Dans l’attente de nouvelles prévisions – Actualité des marchés financiers – Ancien

Mis à jour le: 22/10/2014 par Vincent Cudkowicz

Dans l’attente de nouvelles prévisions…

Dans un contexte où la croissance mondiale s’est révélée trop fragile en début d’année, le discours de Christine Lagarde lors des « Rencontres Economiques d’Aix-en Provence » manifeste la volonté du FMI de revoir ses prévisions de croissance à la baisse. D’un côté, les pays développés sont pénalisés par une reprise lente provenant de la faiblesse de l’offre et d’un manque d’investissements des secteurs public/privé et de l’autre, les contributions des pays émergents devraient ralentir, notamment à cause de plus faibles exportations.

En zone euro, la dynamique est jugée trop faible pour permettre la baisse du chômage et de l’endettement. Si, selon Christian Noyer, celle-ci devrait repousser les risques déflationnistes, les mesures prises par la BCE devraient empêcher un éventuel programme de « quantitative easing » massif ciblé sur les dettes souveraines. D’autre part, la réunion des ministres des Finances a marqué leur volonté de faire preuve d’une certaine flexibilité pour les gouvernements qui adoptent des reformes structurelles en leur permettant de bénéficier de délais supplémentaires pour réduire leur déficit (la France et l’Italie en seraient les principaux bénéficiaires).

En France, le gouvernement a annoncé une nouvelle baisse d’impôts en 2015 pour les classes moyennes lors de la conférence sociale, mais l’enjeu principal est de réussir à concilier réduction du déficit et maintien d’une reprise fragile.

En Allemagne, la croissance faiblit au T2 et la production industrielle recule de 1,8% sur le mois de Mai, soit la baisse la plus importante observée depuis 2 ans.

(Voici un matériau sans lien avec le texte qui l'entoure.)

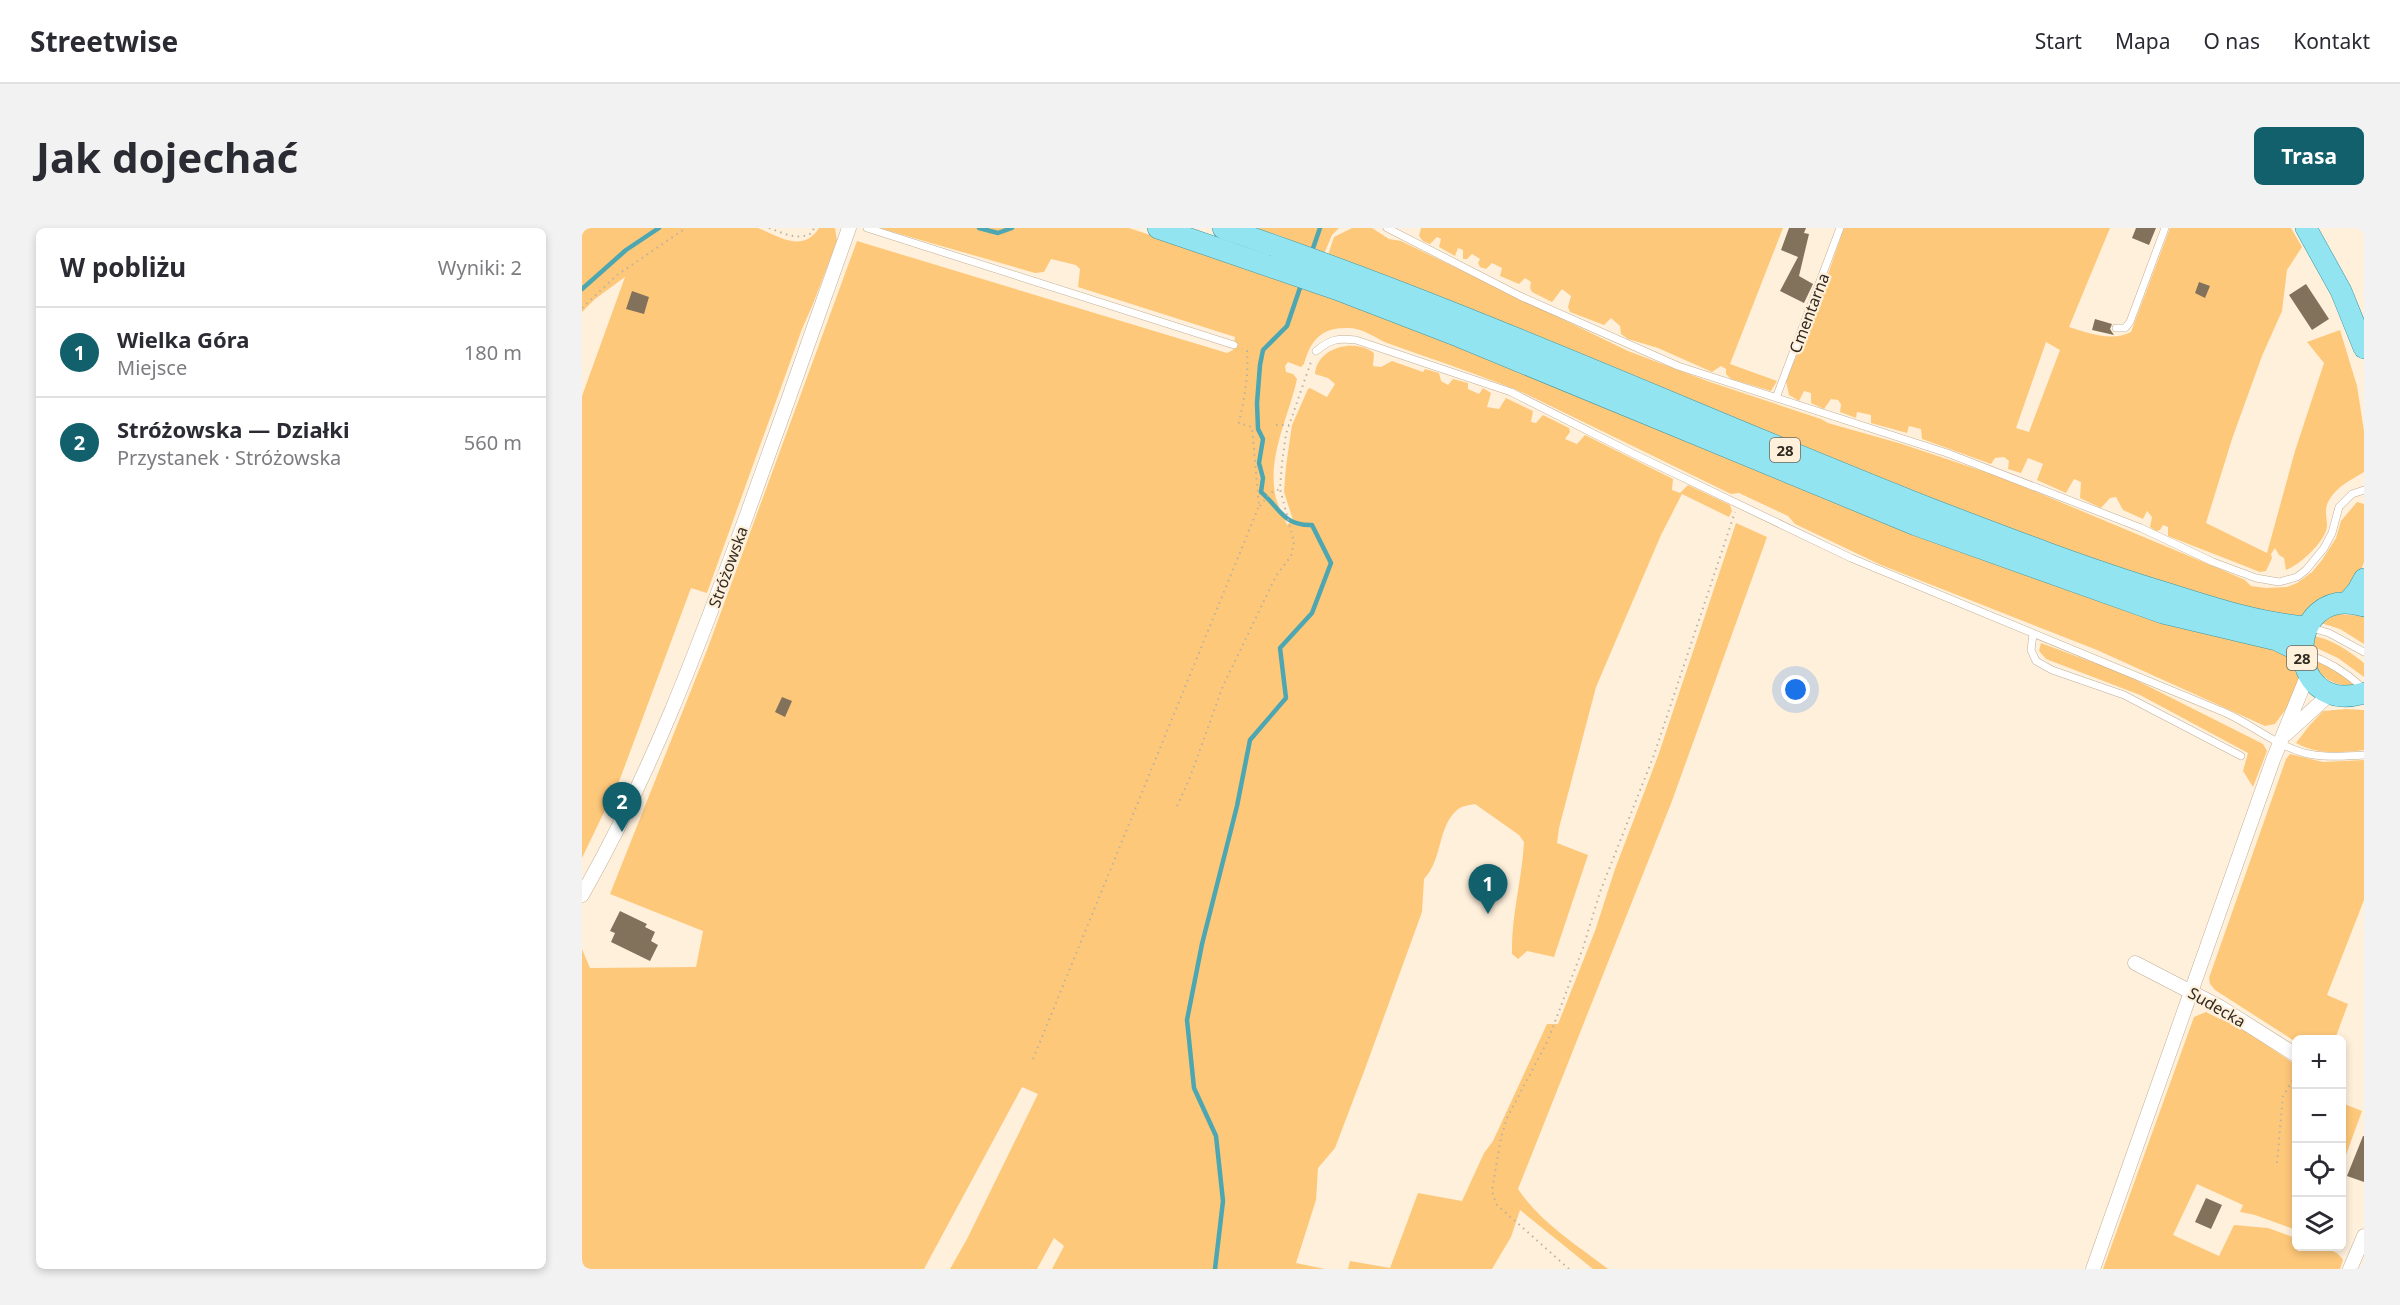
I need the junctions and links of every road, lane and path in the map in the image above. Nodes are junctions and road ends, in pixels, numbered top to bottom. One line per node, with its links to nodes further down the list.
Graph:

Aux USA, Janet Yellen s’est montrée très réticente à faire référence à la « forward guidance », tout en précisant que le chômage ou l’inflation pourraient temporairement dépasser leur cible sans que cela implique un relèvement du taux directeur. D’autre part, elle a mentionné une modification du programme de sortie de la politique accommodante d’ici la fin de l’année. La prudence actuelle de la Fed devrait se confirmer dans les minutes, ce soir.

Au Japon, le recul des importations ce mois-ci (-1,2%) compense le recul des exportations (-1,3%) dans un contexte où le solde de la balance commerciale est excédentaire de 522,8 MM¥. Néanmoins, la faiblesse du yen n’aura soutenu l’industrie exportatrice que temporairement car l’impact du stimulus monétaire reste insuffisant pour enclencher une véritable dynamique vertueuse, et les réformes annoncées par le gouvernement sont tardives et auront des effets lents.

En Chine, le ralentissement de l’inflation sur le mois de juin (2,3% après 2,5% en mai) continue de rassurer sur la capacité du gouvernement à poursuivre ses opérations de soutien à l’économie. Ces mesures se sont multipliées après un ralentissement de la croissance à 7,4%, incluant un desserrement des contraintes sur le crédit bancaire ou des plans d’investissement dans les infrastructures.